Records from a data source:
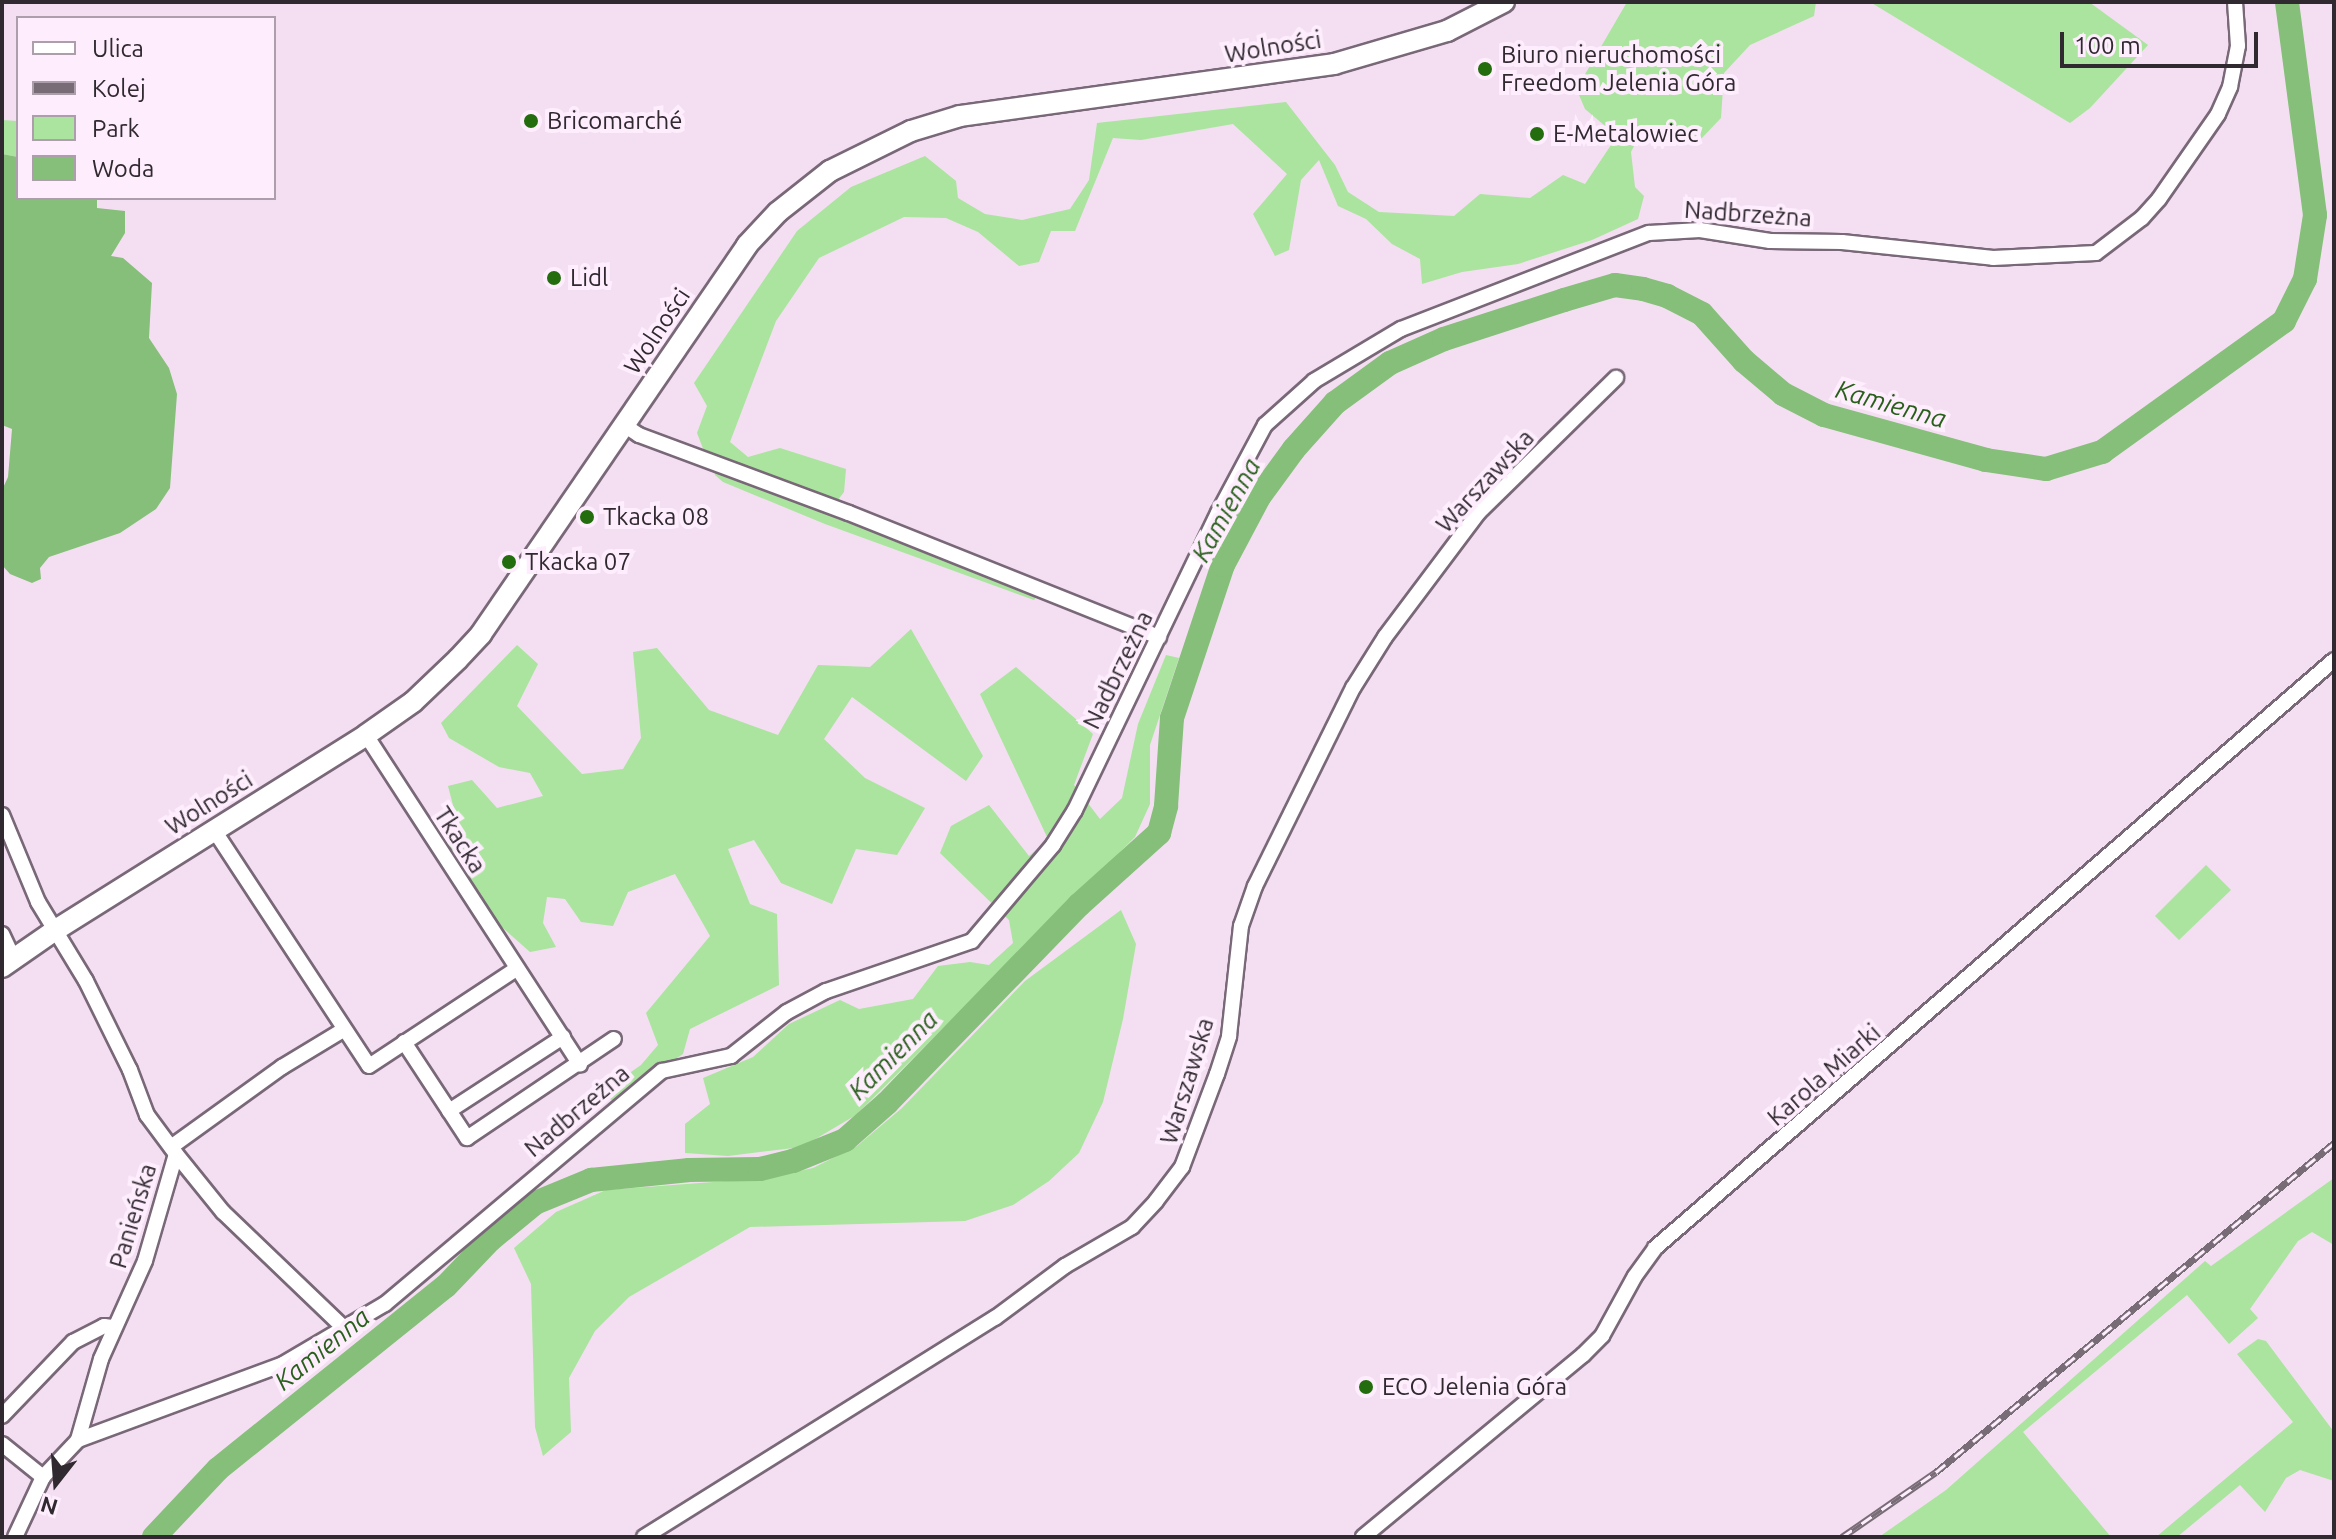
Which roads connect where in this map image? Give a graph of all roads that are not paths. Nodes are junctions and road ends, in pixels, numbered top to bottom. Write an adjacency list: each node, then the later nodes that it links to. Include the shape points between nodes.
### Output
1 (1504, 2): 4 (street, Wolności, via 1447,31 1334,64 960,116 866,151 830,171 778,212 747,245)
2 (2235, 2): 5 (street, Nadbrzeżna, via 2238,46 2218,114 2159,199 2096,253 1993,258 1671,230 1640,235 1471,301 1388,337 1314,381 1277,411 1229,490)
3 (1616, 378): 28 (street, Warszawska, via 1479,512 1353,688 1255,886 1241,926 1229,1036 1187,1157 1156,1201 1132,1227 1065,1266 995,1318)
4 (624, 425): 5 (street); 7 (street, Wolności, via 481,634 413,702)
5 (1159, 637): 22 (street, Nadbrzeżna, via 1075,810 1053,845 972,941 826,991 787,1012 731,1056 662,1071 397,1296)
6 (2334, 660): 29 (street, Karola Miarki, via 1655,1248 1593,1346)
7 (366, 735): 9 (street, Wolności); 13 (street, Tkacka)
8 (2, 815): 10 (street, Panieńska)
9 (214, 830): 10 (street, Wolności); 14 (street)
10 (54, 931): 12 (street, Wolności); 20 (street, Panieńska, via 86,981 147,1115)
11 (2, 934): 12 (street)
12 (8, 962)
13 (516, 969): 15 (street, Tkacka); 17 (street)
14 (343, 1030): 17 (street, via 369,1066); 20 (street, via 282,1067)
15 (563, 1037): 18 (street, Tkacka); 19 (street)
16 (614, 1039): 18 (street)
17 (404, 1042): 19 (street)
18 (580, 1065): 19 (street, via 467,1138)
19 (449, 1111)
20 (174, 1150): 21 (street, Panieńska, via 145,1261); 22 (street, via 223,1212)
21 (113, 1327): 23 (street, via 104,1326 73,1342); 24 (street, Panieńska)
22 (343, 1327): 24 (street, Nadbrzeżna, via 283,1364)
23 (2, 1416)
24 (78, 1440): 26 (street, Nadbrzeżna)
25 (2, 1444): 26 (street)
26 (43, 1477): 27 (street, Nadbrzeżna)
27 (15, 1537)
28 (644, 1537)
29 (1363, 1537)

__The problem__.
Give back the data exactly, with no images.

__Response to this task__.
Which roads connect where in this map image? Give a graph of all roads that are not paths. Nodes are junctions and road ends, in pixels, numbered top to bottom. Write an adjacency list: each node, then the later nodes that it links to. Include the shape points between nodes.
### Output
1 (1504, 2): 4 (street, Wolności, via 1447,31 1334,64 960,116 866,151 830,171 778,212 747,245)
2 (2235, 2): 5 (street, Nadbrzeżna, via 2238,46 2218,114 2159,199 2096,253 1993,258 1671,230 1640,235 1471,301 1388,337 1314,381 1277,411 1229,490)
3 (1616, 378): 28 (street, Warszawska, via 1479,512 1353,688 1255,886 1241,926 1229,1036 1187,1157 1156,1201 1132,1227 1065,1266 995,1318)
4 (624, 425): 5 (street); 7 (street, Wolności, via 481,634 413,702)
5 (1159, 637): 22 (street, Nadbrzeżna, via 1075,810 1053,845 972,941 826,991 787,1012 731,1056 662,1071 397,1296)
6 (2334, 660): 29 (street, Karola Miarki, via 1655,1248 1593,1346)
7 (366, 735): 9 (street, Wolności); 13 (street, Tkacka)
8 (2, 815): 10 (street, Panieńska)
9 (214, 830): 10 (street, Wolności); 14 (street)
10 (54, 931): 12 (street, Wolności); 20 (street, Panieńska, via 86,981 147,1115)
11 (2, 934): 12 (street)
12 (8, 962)
13 (516, 969): 15 (street, Tkacka); 17 (street)
14 (343, 1030): 17 (street, via 369,1066); 20 (street, via 282,1067)
15 (563, 1037): 18 (street, Tkacka); 19 (street)
16 (614, 1039): 18 (street)
17 (404, 1042): 19 (street)
18 (580, 1065): 19 (street, via 467,1138)
19 (449, 1111)
20 (174, 1150): 21 (street, Panieńska, via 145,1261); 22 (street, via 223,1212)
21 (113, 1327): 23 (street, via 104,1326 73,1342); 24 (street, Panieńska)
22 (343, 1327): 24 (street, Nadbrzeżna, via 283,1364)
23 (2, 1416)
24 (78, 1440): 26 (street, Nadbrzeżna)
25 (2, 1444): 26 (street)
26 (43, 1477): 27 (street, Nadbrzeżna)
27 (15, 1537)
28 (644, 1537)
29 (1363, 1537)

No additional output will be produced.